Ironfist had thought that was the worst of it—that his own carelessness, clumsiness, in that Kimia lab with those cerebro-shells that had caused this. Well, most of this. It had started there, though. And it had felt like irony—since all Ironfist had that was worthy to serve the Autobot cause was his cortex, and his own hubris had damaged that, making him worthless.

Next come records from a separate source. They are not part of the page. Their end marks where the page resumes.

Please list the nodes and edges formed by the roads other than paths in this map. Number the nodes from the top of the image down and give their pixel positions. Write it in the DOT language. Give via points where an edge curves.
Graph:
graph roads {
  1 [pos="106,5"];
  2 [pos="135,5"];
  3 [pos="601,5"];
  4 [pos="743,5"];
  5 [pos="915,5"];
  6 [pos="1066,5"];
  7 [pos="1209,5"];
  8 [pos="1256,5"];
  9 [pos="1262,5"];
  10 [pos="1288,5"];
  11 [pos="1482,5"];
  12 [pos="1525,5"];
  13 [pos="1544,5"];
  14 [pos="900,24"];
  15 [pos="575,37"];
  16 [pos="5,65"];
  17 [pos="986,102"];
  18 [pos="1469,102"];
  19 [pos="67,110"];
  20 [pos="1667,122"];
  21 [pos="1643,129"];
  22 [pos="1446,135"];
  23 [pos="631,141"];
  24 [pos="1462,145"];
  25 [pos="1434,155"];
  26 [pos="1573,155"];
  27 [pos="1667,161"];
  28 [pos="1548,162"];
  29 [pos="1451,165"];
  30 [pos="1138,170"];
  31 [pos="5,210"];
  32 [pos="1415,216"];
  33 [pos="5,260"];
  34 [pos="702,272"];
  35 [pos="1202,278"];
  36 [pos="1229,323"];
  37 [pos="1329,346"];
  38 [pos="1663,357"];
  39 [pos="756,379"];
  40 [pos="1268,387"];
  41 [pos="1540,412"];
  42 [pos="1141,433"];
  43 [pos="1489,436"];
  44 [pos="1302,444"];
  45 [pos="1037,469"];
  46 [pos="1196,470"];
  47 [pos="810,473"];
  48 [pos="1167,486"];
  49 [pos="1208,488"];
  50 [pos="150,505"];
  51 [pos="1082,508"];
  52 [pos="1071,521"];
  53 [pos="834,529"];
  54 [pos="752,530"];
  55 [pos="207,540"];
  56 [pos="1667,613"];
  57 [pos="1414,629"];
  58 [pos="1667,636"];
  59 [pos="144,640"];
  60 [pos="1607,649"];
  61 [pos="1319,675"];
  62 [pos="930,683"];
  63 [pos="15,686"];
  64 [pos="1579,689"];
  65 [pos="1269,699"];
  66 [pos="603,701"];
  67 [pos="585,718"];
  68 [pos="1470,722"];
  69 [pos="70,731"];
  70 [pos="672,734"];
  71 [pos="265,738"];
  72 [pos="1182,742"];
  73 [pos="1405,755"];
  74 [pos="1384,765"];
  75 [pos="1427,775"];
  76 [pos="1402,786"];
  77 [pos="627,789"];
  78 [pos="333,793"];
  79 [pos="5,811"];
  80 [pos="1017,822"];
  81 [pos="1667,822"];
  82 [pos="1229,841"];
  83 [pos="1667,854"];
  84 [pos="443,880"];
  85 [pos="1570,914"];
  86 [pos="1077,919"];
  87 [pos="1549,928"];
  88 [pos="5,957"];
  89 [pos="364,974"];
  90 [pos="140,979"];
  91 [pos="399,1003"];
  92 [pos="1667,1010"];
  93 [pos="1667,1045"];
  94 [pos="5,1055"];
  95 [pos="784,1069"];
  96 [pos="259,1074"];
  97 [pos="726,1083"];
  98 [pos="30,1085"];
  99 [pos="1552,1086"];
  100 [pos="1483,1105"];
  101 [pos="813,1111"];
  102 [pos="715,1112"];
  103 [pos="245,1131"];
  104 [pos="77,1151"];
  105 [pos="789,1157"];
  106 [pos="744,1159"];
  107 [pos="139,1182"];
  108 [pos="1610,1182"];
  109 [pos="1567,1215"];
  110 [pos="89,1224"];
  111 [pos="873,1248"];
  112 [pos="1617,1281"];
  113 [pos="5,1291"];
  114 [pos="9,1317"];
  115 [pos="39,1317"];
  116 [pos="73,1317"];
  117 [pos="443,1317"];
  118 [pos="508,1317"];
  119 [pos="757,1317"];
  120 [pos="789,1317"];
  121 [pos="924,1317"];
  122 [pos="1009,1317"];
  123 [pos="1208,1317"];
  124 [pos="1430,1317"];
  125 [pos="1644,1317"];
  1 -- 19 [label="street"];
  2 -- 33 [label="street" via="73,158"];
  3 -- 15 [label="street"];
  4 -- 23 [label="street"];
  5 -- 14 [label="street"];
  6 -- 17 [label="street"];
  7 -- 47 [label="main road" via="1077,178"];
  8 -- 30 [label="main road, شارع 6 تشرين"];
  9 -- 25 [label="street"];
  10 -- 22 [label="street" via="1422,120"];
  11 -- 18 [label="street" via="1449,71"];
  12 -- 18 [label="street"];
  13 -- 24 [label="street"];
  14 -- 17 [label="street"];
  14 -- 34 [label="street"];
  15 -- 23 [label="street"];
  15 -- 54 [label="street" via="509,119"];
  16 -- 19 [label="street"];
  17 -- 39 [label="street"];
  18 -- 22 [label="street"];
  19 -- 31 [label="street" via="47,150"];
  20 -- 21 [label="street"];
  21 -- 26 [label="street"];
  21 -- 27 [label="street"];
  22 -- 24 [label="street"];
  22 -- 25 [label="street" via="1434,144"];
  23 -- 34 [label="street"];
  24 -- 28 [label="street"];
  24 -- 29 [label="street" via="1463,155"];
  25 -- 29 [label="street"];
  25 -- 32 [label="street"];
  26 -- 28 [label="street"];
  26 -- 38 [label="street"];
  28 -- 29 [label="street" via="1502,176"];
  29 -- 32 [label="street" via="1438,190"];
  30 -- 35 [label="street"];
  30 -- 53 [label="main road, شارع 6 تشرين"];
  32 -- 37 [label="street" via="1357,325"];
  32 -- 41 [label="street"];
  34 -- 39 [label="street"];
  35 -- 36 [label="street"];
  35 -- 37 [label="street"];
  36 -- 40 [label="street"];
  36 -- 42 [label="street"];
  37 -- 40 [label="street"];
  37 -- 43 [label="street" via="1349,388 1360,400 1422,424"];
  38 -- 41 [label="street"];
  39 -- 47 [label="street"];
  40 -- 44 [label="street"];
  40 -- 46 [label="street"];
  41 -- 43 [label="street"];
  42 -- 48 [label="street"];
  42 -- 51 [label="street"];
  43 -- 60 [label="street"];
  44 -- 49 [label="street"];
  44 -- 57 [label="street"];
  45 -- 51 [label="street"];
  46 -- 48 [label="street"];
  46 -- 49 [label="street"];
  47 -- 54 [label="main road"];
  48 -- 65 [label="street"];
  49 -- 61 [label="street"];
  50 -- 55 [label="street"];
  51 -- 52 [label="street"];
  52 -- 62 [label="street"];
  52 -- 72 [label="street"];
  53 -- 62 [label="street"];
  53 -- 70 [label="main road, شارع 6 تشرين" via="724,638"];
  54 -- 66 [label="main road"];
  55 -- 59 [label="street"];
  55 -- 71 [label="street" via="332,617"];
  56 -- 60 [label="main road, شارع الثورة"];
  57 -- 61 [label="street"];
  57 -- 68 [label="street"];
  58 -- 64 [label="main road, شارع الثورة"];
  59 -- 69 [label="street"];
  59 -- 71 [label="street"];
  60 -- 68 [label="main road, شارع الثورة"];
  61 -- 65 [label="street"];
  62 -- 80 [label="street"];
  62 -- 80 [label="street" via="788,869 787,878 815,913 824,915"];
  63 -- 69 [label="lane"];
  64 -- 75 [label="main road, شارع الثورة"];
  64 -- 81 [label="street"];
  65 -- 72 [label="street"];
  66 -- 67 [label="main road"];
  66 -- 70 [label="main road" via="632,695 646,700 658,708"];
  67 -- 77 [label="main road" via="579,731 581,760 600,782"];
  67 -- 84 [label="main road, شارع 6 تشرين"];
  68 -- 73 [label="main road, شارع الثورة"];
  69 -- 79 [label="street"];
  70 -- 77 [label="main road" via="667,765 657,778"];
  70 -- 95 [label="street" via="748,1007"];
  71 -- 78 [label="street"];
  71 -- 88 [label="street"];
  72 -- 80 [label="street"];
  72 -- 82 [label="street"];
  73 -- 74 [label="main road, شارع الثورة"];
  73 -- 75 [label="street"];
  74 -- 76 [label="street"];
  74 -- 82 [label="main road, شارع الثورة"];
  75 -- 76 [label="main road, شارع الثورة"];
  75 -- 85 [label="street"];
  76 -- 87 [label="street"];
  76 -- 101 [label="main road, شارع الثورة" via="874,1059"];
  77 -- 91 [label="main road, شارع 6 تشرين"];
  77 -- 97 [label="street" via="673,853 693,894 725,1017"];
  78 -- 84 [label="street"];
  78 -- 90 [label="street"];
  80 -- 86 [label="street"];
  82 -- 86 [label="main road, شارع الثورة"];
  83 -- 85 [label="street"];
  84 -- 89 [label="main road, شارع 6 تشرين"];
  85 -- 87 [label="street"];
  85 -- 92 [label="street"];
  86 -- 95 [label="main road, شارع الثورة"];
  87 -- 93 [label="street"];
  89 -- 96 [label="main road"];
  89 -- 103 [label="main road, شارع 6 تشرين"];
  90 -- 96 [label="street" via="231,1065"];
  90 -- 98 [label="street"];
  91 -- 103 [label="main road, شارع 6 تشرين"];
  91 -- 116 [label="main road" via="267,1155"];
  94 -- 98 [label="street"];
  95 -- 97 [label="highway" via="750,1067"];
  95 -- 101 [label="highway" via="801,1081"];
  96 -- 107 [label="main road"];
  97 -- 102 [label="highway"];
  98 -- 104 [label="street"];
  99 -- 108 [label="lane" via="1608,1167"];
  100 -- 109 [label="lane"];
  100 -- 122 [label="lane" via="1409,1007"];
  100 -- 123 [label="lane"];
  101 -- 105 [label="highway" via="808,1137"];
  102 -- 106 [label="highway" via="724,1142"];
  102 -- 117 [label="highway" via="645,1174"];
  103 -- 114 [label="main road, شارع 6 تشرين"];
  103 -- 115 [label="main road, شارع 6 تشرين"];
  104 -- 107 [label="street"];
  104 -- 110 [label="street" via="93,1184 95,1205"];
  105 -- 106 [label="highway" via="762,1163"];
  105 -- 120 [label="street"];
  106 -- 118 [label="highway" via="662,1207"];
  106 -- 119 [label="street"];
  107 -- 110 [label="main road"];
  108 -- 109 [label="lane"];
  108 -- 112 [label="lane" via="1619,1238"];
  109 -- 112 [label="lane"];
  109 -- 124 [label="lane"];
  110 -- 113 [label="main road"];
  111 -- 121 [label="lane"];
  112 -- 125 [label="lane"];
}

Until…Prowl had approached him, with that deal that was, he realized now, (too late, of course), too good to be true. Join the Wreckers. Do real good. Discover hidden strengths. Make a real difference in the war. Live a dream.
He’d been fooled.
No, he’d fooled himself, letting his own optics be dazzled by the images Prowl conjured in front of him. Everyone said that Prowl was cold, heartless. Ironfist wouldn’t believe it. If Prowl were as emotionally dead as they’d claimed, he’d never have painted such word pictures, stirred up words like ‘valor’ and ‘heroism’ and most of all, most seductive of all to the mech who’d spent his life in a sterile, narrow lab, ‘camaraderie’ and ‘adventure’.
He hadn’t thought he’d regret it. He hadn’t thought he’d only have…one adventure, though. And he certainly hadn’t thought he’d ever meet anyone like Verity.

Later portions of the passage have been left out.